Beaucoup de Latino-Américains « croisent les doigts » pour que le 3 novembre 2020, Donald Trump ne soit pas réélu. Pour une fois, l’idéologie joue peu. Les inquiets, comme les indignés, sont à droite comme à gauche. L’éditorial publié par un site économique chilien est de ce point de vue révélateur d’un climat partagé : « Notre média estime que pour les États-Unis, pour l’Amérique latine, et le monde, il est préférable que Trump soit battu [...] Nous appuyons Joe Biden avec le désir pressant qu’il répare tout le mal qui a été fait »[2].

Commentaire émanant de milieux d’affaires, à première vue déconcertant. Inconditionnels des États-Unis, ils sont habituellement indifférents aux circonstances électorales, à la personnalité des dirigeants états-uniens et privilégient les convergences d’intérêts, et les alliances contre les adversaires communs. Sans avoir pris connaissance de statistiques à ce sujet, on peut observer, depuis la mandature de Donald Trump, un malaise latino-américain généralisé, à la lecture de la presse généraliste comme à celle de diverses attitudes partisanes ou gouvernementales.

Aux voix structurellement hostiles de l’extrême gauche anti-impérialiste, se sont jointes celles des libéraux éconduits et déçus, et celles enfin d’un marais, déstabilisé par l’ignorance teintée de mépris, manifestée à leur égard pendant quatre ans, de 2016 à 2020, par le locataire de la Maison Blanche. Six anciens chefs d’État hispano-américains, centristes en politique, libéraux en économie, occidentaux idéologiquement, amis traditionnels des États-Unis[3], ont rendu publique le 26 août 2020 une lettre de protestation révélatrice du malentendu élargi par Donald Trump entre le nord et le sud du continent.

L’état des lieux, à l’approche de l’élection présidentielle du 3 novembre prochain, confirme-t-il le malaise et les appréhensions latino-américaines ? Que peut-on dire de la politique des États-Unis de Donald Trump à l’égard de ses voisins du sud, de 2016 à 2020 ? Quelles ont été les orientations de la politique de Donald Trump à l’égard de l’Amérique latine ? La diplomatie en actes concrets a-t-elle eu un profil différent avec l’Amérique latine de celui pratiqué avec les autres régions du monde ?

Mexique : banc d’essai du logiciel « trumpien »

Comme bien souvent, l’Amérique latine, en tout ou partie, a « essuyé les premiers plâtres » d’une diplomatie agressive ultérieurement universalisée. Henry Kissinger en a fait le constat historique : « L’hémisphère occidental constitue le microcosme des défis internationaux affrontés par les États-Unis »[4].  

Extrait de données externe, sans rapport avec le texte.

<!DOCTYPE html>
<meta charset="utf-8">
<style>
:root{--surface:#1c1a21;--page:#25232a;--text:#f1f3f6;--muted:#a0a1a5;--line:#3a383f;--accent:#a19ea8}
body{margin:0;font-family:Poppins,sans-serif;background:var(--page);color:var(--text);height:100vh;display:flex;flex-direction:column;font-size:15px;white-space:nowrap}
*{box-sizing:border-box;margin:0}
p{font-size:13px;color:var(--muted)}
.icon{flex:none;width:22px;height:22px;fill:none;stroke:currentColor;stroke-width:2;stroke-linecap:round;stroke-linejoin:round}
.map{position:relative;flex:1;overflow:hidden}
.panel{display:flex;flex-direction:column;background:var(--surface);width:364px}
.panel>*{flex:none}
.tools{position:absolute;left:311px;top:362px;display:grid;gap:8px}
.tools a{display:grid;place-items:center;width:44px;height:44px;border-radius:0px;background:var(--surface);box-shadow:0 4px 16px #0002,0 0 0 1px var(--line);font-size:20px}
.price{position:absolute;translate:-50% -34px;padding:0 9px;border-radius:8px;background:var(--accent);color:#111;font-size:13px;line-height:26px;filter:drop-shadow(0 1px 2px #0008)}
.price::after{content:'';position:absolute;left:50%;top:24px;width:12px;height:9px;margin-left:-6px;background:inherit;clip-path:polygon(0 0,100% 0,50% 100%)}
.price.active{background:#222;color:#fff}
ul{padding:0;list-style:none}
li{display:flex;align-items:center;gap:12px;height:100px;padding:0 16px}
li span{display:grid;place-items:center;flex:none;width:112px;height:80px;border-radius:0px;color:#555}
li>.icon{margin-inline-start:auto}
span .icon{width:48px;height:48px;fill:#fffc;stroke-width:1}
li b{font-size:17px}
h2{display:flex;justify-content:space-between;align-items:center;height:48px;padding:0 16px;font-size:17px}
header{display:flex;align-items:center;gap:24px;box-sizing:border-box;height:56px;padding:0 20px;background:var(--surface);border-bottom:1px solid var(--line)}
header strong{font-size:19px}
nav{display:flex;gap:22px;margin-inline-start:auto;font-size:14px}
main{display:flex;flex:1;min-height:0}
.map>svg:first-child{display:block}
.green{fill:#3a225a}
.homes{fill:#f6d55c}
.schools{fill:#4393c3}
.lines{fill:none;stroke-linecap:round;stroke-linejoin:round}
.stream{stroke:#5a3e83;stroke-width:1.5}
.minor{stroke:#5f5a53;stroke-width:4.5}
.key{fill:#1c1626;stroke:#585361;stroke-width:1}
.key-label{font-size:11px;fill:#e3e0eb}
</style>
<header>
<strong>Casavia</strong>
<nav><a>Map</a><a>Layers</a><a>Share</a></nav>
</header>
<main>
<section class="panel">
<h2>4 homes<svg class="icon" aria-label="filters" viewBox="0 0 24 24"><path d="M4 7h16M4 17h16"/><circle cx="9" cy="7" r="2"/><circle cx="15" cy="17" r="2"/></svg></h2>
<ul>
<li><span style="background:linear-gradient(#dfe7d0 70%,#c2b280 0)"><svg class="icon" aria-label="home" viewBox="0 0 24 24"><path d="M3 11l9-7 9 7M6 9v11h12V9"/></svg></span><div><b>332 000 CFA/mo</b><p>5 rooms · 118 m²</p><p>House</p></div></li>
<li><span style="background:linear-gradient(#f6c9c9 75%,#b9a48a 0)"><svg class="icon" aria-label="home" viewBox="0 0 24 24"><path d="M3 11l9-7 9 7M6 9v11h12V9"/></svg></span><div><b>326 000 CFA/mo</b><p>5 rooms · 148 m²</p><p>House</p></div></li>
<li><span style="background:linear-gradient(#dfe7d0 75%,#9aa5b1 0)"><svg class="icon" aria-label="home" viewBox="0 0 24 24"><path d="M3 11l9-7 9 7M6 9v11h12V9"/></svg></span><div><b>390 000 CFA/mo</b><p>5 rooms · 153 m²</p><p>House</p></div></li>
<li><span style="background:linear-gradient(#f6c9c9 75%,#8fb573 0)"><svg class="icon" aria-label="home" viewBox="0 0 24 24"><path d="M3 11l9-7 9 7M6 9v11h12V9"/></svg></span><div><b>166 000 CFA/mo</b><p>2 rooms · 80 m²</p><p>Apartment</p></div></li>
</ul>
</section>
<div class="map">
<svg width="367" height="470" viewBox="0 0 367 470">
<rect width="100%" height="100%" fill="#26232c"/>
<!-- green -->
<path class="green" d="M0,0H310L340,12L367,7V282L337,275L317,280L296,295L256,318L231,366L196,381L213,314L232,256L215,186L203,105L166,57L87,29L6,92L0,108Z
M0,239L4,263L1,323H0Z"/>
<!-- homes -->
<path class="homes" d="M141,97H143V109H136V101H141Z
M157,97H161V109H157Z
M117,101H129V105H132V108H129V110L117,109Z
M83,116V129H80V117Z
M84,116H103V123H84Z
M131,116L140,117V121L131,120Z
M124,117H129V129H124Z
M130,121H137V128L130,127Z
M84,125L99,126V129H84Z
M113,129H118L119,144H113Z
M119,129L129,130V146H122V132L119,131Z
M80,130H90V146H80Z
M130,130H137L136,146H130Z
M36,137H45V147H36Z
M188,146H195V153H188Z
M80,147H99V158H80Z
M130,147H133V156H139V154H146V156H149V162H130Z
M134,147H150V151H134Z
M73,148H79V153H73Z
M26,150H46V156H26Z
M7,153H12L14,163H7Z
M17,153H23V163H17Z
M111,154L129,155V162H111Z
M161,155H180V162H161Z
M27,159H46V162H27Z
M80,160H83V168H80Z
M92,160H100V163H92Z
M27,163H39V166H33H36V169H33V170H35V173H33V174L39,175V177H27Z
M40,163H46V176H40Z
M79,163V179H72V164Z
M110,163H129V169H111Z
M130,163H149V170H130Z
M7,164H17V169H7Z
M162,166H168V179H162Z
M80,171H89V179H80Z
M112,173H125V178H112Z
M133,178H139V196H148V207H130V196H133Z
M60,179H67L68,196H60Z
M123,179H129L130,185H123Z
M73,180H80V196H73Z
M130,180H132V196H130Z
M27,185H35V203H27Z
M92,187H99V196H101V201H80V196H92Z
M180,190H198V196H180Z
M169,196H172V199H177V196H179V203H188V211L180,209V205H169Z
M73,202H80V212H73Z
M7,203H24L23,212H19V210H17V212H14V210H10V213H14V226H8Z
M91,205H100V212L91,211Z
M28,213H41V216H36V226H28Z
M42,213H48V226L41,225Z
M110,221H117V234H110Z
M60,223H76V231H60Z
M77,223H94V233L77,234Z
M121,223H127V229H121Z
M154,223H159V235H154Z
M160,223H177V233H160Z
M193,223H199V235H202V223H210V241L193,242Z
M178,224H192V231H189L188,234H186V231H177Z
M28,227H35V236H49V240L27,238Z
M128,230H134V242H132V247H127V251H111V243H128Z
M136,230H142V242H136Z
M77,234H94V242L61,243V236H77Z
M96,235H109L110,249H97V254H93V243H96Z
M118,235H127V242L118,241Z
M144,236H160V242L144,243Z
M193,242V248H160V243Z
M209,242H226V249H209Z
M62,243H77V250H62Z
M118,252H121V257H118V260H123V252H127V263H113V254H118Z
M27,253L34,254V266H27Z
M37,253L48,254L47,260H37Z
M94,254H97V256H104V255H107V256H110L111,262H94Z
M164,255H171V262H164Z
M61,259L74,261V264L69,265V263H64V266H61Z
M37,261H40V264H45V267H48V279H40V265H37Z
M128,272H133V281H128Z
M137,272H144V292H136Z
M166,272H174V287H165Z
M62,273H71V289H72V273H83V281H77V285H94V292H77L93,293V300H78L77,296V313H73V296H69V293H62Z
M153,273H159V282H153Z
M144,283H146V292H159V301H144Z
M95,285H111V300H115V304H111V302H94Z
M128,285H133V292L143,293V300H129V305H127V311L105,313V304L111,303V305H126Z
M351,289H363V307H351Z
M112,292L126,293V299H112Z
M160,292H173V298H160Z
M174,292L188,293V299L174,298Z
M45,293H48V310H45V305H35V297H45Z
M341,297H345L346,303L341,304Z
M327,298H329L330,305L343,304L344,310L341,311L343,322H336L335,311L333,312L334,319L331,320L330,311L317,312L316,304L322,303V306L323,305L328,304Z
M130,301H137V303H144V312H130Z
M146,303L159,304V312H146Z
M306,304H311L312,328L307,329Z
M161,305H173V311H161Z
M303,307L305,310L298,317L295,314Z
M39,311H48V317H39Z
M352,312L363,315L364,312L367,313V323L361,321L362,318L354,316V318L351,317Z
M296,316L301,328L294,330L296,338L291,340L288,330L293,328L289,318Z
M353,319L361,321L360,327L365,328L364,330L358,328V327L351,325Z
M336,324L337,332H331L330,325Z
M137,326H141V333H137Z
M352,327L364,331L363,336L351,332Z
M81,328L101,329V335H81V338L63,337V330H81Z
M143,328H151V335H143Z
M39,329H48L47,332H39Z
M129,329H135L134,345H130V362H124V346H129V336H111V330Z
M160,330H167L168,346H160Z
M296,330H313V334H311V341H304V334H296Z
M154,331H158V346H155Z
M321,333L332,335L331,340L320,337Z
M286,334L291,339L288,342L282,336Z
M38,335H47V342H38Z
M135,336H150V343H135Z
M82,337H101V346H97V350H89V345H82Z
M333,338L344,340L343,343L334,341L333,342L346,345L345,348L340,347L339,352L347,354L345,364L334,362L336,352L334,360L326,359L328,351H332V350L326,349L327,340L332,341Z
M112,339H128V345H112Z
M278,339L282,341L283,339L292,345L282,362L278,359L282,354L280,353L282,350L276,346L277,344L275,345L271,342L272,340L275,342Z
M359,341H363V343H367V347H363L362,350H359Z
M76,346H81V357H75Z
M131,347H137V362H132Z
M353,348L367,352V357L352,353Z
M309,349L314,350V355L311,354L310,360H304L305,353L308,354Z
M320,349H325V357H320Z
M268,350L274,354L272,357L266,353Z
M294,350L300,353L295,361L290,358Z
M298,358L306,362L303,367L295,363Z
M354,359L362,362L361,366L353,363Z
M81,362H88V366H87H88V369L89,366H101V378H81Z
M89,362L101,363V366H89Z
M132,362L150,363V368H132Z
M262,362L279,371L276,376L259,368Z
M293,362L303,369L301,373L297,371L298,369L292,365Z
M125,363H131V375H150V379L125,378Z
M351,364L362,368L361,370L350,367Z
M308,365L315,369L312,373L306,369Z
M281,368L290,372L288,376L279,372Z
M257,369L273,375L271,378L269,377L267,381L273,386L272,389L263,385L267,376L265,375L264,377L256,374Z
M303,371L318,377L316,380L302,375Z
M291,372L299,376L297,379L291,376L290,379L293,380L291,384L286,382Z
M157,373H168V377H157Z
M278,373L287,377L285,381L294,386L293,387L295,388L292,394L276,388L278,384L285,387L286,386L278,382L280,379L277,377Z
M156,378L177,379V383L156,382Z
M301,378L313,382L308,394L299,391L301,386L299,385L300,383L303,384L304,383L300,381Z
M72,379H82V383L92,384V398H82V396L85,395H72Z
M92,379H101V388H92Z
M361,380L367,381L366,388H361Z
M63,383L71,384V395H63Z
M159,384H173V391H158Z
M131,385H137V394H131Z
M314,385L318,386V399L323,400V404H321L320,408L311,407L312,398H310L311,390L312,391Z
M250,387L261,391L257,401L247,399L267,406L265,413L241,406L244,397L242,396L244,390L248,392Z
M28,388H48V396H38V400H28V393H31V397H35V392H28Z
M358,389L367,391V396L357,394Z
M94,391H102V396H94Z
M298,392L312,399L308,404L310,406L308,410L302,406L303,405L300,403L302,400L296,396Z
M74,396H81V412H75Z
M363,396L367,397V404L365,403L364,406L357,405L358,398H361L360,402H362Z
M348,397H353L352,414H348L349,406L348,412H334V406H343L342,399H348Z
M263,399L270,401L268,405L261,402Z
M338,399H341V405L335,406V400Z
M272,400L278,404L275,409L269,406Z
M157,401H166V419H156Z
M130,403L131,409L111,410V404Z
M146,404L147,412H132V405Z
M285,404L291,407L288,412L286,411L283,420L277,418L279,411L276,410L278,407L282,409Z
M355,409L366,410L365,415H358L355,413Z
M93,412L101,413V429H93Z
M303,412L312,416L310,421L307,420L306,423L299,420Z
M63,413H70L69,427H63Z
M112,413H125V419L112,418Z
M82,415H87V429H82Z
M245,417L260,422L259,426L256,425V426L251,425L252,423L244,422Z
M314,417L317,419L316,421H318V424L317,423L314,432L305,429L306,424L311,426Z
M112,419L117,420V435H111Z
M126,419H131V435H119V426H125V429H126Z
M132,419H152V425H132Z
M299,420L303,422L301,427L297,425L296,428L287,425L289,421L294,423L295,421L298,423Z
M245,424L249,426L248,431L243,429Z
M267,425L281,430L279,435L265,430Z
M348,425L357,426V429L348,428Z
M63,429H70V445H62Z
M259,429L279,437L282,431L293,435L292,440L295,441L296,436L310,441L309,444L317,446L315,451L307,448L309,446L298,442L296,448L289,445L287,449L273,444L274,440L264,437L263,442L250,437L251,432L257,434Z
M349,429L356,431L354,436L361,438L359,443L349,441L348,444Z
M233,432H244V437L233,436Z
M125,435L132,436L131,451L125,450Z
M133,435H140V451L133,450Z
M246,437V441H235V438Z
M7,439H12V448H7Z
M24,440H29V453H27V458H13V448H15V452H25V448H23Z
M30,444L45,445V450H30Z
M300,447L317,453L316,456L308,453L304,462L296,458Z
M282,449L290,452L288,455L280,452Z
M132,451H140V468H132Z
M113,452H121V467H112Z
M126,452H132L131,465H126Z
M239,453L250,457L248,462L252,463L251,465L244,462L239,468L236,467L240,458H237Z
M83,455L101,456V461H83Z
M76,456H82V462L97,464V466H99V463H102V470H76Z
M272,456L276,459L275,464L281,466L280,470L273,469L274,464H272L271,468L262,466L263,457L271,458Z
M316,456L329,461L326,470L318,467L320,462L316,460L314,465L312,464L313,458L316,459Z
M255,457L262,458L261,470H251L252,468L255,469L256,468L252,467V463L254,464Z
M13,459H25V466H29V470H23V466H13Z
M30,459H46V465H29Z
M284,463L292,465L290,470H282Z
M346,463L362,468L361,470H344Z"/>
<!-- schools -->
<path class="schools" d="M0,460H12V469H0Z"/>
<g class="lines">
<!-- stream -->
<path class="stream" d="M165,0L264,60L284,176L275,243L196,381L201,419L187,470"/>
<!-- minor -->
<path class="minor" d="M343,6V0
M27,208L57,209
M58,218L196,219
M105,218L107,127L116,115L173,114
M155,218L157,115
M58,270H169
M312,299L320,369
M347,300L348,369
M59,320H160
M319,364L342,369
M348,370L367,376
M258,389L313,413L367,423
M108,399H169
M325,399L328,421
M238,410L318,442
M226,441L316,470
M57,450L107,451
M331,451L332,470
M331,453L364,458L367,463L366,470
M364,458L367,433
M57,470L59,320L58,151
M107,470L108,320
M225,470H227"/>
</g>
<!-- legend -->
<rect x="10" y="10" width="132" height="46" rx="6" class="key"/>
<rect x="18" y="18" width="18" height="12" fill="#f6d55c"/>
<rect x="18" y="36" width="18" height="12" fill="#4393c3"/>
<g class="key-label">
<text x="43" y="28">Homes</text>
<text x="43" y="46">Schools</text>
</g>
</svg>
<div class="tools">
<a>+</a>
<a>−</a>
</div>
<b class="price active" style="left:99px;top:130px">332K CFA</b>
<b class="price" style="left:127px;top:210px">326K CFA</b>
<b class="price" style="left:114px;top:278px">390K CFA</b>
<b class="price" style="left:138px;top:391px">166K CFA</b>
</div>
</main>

Les questions internationales occupent une place mineure dans les enjeux électoraux, aux États-Unis comme ailleurs dans le monde. Dans les campagnes électorales nord-américaines, l’Amérique latine n’est pas, lorsqu’il arrive que ces questions soient abordées, un objet de débat central. Cette tradition pourtant a été écornée par le candidat Donald Trump qui, en 2015 et 2016, a construit sa campagne électorale sur le rejet virulent, non pas de l’Amérique latine dans sa globalité, mais du Mexique. Son quadriennat a confirmé cette tonalité initiale. Celle-ci a, vérifiant le propos d’Henry Kissinger, été étendue ensuite bien au-delà du Mexique, à l’Amérique latine et au reste du monde.

Le credo diplomatique de Donal Trump, appliqué au Mexique dans un premier temps, repose sur des principes généraux qu’il convient de préciser. Toute politique, intérieure comme extérieure, répond à un logiciel, traditionnellement résumé sous forme de programme. Les intérêts se mêlent à d’autres considérations, qui relèvent de la morale. Quel que soit le président, a rappelé Henry Kissinger, quelle que soit son affiliation partisane, traditionnellement il accompagnait l’affirmation nationale états-unienne d’un grand dessein.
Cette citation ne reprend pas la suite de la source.